* Jornalista do Grupo RBS
Ao esquadrinhar cerca de 100 mil tuítes com diferentes graus de desinformação sobre o Obamacare e o ebola, uma pesquisa do American Press Institute constatou na prática o que já se suspeitava na teoria: quando se trata de proliferação de notícias falsas, as inverdades se propagam em ritmo oito vezes maior do que suas correções. Segundo a pesquisa, apresentada na semana passada no Congresso Mundial de Jornais, na África do Sul, uma informação delirante leva em média 14 dias para ser corrigida – quando o é.
Embora o estudo não tenha mergulhado nas explicações para o fenômeno, elas podem ser localizadas no campo do compartilhamento social. Há mais charme em se repassar algo misterioso, espetacular ou a que, aparentemente, apenas alguns escolhidos tiveram acesso do que transmitir a outra pessoa um aborrecido e estraga-prazer desmentido.
O mecanismo de estímulo à difusão de inverdades se vale do princípio elementar das teorias da conspiração. Para justificar o fato de que uma desinformação não tenha sido divulgada por meios de comunicação profissionais, o criador da notícia falsa costuma apregoar que veículos e jornalistas estão de alguma forma comprometidos com a situação e, portanto, têm interesse na sua ocultação. Mesmo que fantasiosa, a simples suposição produz uma sensação de confidência compartilhada, o que amplia o desejo de seu consumo e, como ocorre com qualquer fofoca desde que a humanidade se ergueu sobre dois pés, desencadeia a compulsão de se repassar o segredo adiante.
As desinformações que industrializaram as redes a serviço de interesses ideológicos e de ativismos de distintas naturezas também criaram o que se pode chamar de A Grande Divisão. Os absurdos ataques à comentarista Miriam Leitão e os tiros que feriram um senador republicano em um treino de beisebol nos EUA são dois exemplos recentes e concretos dos efeitos tóxicos dos ódios cultivados em canteiros digitais.

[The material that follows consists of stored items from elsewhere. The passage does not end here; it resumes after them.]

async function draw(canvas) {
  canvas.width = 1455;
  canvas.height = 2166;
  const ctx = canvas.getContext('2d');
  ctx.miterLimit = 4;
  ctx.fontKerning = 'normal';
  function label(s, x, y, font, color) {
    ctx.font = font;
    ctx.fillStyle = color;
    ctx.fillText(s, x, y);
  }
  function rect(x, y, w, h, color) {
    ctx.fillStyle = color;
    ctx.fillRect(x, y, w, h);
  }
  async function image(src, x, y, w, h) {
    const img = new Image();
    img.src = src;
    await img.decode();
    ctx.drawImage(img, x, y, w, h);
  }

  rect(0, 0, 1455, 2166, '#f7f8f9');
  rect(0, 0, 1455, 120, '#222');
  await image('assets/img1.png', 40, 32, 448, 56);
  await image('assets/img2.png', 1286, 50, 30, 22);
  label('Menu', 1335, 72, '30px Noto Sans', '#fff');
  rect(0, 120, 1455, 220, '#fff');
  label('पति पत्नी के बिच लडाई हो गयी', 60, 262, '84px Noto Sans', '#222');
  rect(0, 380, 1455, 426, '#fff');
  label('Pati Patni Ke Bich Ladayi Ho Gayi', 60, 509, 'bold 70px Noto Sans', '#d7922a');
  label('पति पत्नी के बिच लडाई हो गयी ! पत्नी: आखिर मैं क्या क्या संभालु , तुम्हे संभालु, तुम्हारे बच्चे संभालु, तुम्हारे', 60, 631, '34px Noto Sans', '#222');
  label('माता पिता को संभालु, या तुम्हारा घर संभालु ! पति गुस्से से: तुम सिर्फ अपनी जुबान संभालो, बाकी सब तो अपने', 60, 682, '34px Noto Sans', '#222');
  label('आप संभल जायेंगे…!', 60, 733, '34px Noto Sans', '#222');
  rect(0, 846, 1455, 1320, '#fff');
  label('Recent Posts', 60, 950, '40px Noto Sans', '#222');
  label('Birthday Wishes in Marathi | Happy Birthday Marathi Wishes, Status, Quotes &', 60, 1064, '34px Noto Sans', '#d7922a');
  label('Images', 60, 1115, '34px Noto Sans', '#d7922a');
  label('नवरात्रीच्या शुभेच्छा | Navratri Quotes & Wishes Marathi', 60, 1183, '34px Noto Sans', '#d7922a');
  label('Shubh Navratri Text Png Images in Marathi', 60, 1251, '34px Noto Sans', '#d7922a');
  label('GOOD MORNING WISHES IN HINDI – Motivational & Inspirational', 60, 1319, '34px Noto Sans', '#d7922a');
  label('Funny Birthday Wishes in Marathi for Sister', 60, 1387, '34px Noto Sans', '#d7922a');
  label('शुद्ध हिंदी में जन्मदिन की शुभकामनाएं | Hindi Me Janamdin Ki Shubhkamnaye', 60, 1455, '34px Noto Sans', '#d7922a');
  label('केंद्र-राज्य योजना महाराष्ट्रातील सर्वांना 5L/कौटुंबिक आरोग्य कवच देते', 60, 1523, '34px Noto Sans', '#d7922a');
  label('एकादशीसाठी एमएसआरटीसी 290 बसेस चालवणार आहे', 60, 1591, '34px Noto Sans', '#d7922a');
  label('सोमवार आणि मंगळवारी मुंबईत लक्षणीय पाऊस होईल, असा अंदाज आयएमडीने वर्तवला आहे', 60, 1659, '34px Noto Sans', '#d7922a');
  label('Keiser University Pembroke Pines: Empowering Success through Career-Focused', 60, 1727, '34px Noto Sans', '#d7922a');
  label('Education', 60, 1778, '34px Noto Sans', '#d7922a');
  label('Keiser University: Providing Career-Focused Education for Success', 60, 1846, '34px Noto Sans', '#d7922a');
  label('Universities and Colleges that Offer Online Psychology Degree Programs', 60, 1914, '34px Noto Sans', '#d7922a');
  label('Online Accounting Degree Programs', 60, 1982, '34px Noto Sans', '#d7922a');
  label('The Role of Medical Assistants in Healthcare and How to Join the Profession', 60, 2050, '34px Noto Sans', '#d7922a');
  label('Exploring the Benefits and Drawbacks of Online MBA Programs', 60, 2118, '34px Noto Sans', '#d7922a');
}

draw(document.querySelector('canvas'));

Em uma analogia livre, o mundo das redes, nutrido por notícias falsas e pela agressividade dos comentários, passou a se dividir entre vegetarianos e carnívoros. Tudo parecia ir bem nos universos paralelos até que um lado não se contentou apenas em defender seu modo de pensar e viver, e vislumbrou que poderia tentar impô-lo ao outro lado. Um atirou um pedaço de pau, outro reagiu com uma pedra. E assim, com doces vovós transformadas em guerrilheiras digitais, vamos regredindo no rumo da Idade da Pedra da vida em sociedade. Onde isso vai parar, ninguém sabe, mas são baixas as chances de a humanidade avançar nas mãos de neandertais com banda larga.